Sometime in 1998, I was forced to learn how to use a computer. It took a while before the mouse and I became friends.
I learned how to e-mail in 1999. It was through the Internet that I found my first overseas teaching stint in Taiwan. Unlike in the Philippines, each faculty member in my Taiwanese university had a private office and a computer.
Since 2000, I’ve been pretty happy using the computer for typing purposes and the Internet for e-mailing and research purposes. Let’s fast-forward to the present.
In May 2008, a small group of Overseas Filipino Workers (OFWs) to whom I belong decided to build a cyber home. We are, in fact, cyber pals who have been e-mailing one another since January 2008.
Maintaining a website was out of the question because we are a volunteer group without funds. It was decided that the best and fastest way to build a cyber home was to launch a blog.
A blog? What’s that?
It turned out that one of our core members who works in Scotland has a brother who’s working in Singapore. He’s an IT consultant to a multi-national bank based in Singapore and he knows how to blog.
Patiently, he tutored me about the basics of blogging. But I’m techno-phobic so we agreed that I’ll be the editor while he’ll be the technical administrator of our OFW blog. And so Barangay OFW was launched on June 22, 2008 in a coffee shop on Orchard Road in Singapore.
In July 2008, I signed up for a week-long workshop on Web 2.0 Reading-Writing Tools. I signed up for the week-long workshop because it was free for the university staff, and I sincerely wished to stop being ignorant about new technologies used in education.
However, I felt lost, angry, and frustrated during the workshop. There were too many terms I didn’t understand. There was too much information to absorb in so short a time. There were too many skills to master as shown in nonstop demonstrations. Instead of being empowered, I felt overwhelmed and helpless. My ignorance became much too painful to bear.
The first week of August, I attended the first International Conference on Teaching and Learning with Technology in Singapore. Organized by the Ministry of Education, it drew 1,800 participants from 20 countries.
Instead of hands-on workshops, it featured paper presentations which focused on the why’s, the what’s, and the how’s. Inspiring success stories were shared. Costly mistakes to avoid were also shared from hindsight.
Entertaining anecdotes made me laugh and made me forget my gaping ignorance. According to one speaker, Paul McCartney and George Harrison were classmates in school. But they didn’t shine in class. Their music teacher didn’t think they were talented at all. In fact, McCartney was turned down by the choir.
The speaker pointed out that McCartney and Harrison’s music teacher had half of the Beatles in class, but didn’t realize it.
Why? Because the traditional way of teaching suppresses creativity and imagination. Many students never ever get a chance to tap into their talents.

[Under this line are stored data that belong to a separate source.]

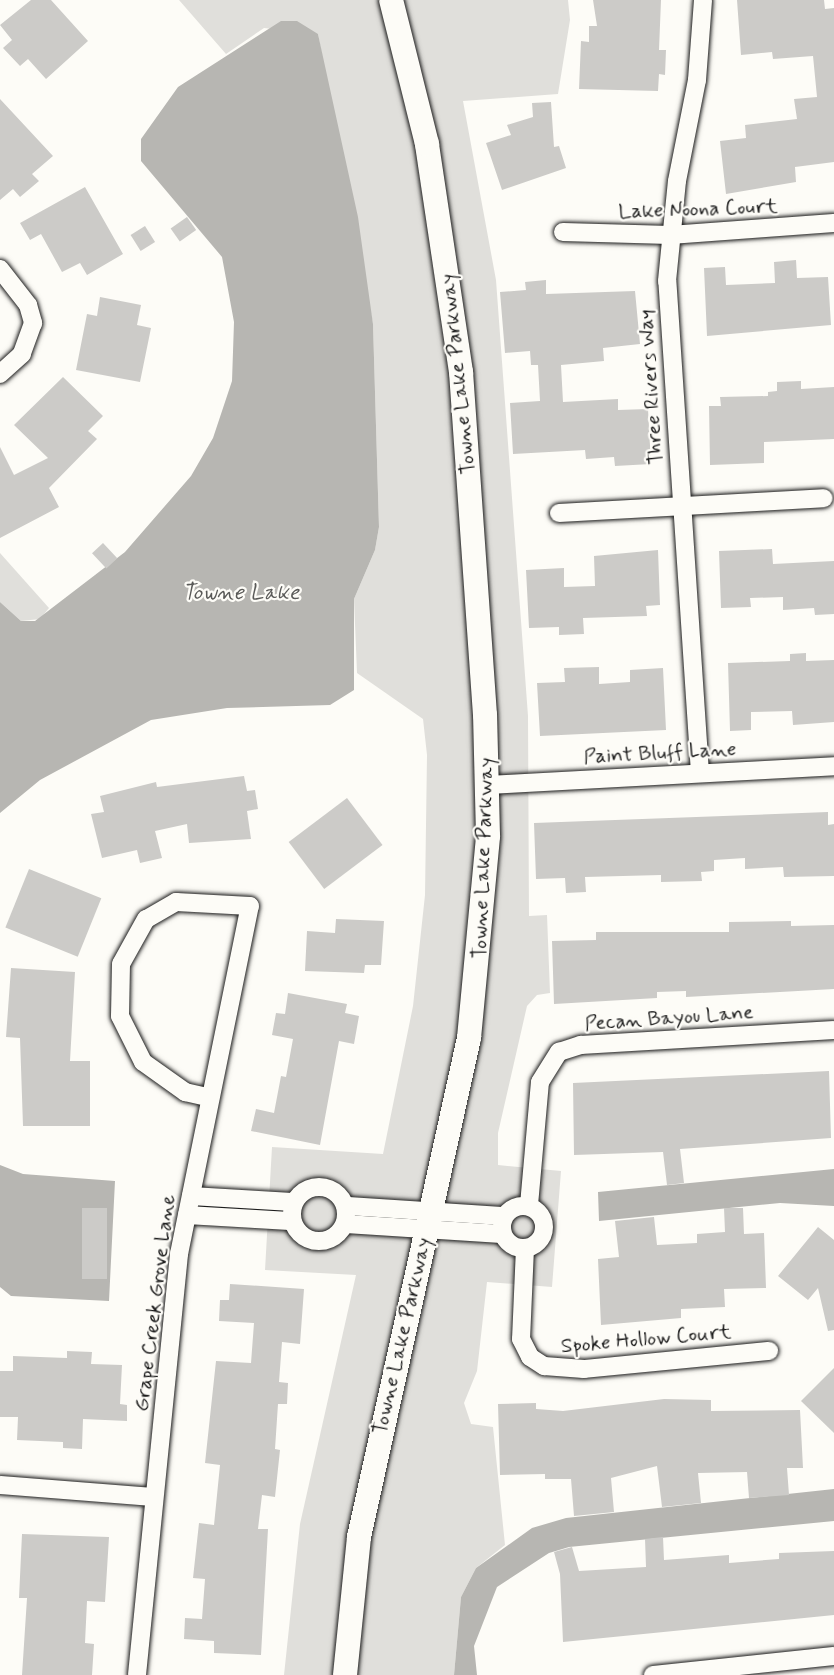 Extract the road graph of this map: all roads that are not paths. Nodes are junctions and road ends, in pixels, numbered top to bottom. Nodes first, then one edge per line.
1 (390, 0) edge
2 (703, 0) edge
3 (834, 223) edge
4 (563, 232) dead end
5 (670, 235) junction
6 (0, 269) edge
7 (0, 374) edge
8 (824, 498) dead end
9 (681, 506) junction
10 (559, 513) dead end
11 (834, 766) edge
12 (700, 773) junction
13 (488, 785) junction
14 (834, 1030) edge
15 (210, 1098) junction
16 (190, 1196) junction
17 (292, 1202) junction
18 (529, 1205) junction
19 (187, 1215) junction
20 (347, 1215) junction
21 (429, 1220) junction
22 (290, 1221) junction
23 (502, 1225) junction
24 (525, 1248) junction
25 (769, 1351) dead end
26 (0, 1485) edge
27 (154, 1497) junction
28 (834, 1656) edge
29 (137, 1675) edge
30 (345, 1675) edge
31 (652, 1675) edge

1 - 13 street, Towne Lake Parkway
2 - 5 street, Three Rivers Way
3 - 5 street, Lake Noona Court
4 - 5 street, Lake Noona Court
5 - 9 street, Three Rivers Way
6 - 7 street
8 - 9 street
9 - 10 street
9 - 12 street, Three Rivers Way
11 - 12 street, Paint Bluff Lane
12 - 13 street, Paint Bluff Lane
13 - 21 street, Towne Lake Parkway
14 - 18 street, Pecan Bayou Lane
15 - 15 street, Grape Creek Grove Lane
15 - 16 street, Grape Creek Grove Lane
16 - 17 street
16 - 19 street, Grape Creek Grove Lane
17 - 20 street
17 - 22 street
18 - 23 street
18 - 24 street
19 - 22 street
19 - 27 street, Grape Creek Grove Lane
20 - 21 street
20 - 22 street
21 - 23 street
21 - 30 street, Towne Lake Parkway
23 - 24 street
24 - 25 street, Spoke Hollow Court
26 - 27 street
27 - 29 street, Grape Creek Grove Lane
28 - 31 street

Where do Web 2.0 tools come in? They empower each and every student in class. They make the thinking, creating, and innovating process visible to everyone. They allow everyone to share and collaborate.
Another speaker shared his experiences working in a Lifelong Kindergarten project at the Massachusetts Institute of Technology (MIT). He and his collaborators have developed a free software called SCRATCH available at: http://scratch.mit.edu/
Designed for children, it allows them to create stories and games and to share them online. Because SCRATCH has attracted the attention of parents, educators, and researchers, MIT organized the first SCRATCH Conference in July 2008 to evaluate what it has achieved and to map its future directions.
Happy that I had attended the first International Conference on Teaching and Learning with Technology in Singapore, I felt more confident in handling a course on Children’s Literature with an E-learning component.
How exactly do Web 2.0 tools work in the classroom? I didn’t know. I’ve never done it before. Fortunately, two able and amiable instructional designers are working with me. They assure me that I can focus on the content and the teaching while they give me IT support.
Each face-to-face class of my Children's Lit course has an E-task. Our first E-task was a class blog on Charlotte’s Web by E.B. White. I have 29 students who belong to two tutorial groups or sections. One group meets on Wednesdays; the other, on Thursdays.
They are full-time professional teachers who are part-time students. Some of them are digital-immigrants like me and have never done an E-task. Happily, after completing their second class blog on Harry Potter by J.K. Rowling, they all seem to have become blogging pros in two weeks’ time. Their next E-task is a Wiki, and we hope it will turn out as well as the blog.
Let me conclude this article by back-tracking:
Where do Web 2.0 tools come in? They empower each and every student in class. They make the thinking, creating, and innovating process visible to everyone. They allow everyone to share and collaborate.
But in the class blog, each student has equal ‘air time.’ In fact, one is free to write as little or as much as she/he wishes. The most seemingly reticent student actually opens up and writes the most insightful observation. Inspired and empowered, they read more than the requirement and they share their informal research findings with everyone.
Truly, we are sharing and collaborating. Truly, we have embraced a new technology and have become lifelong learners!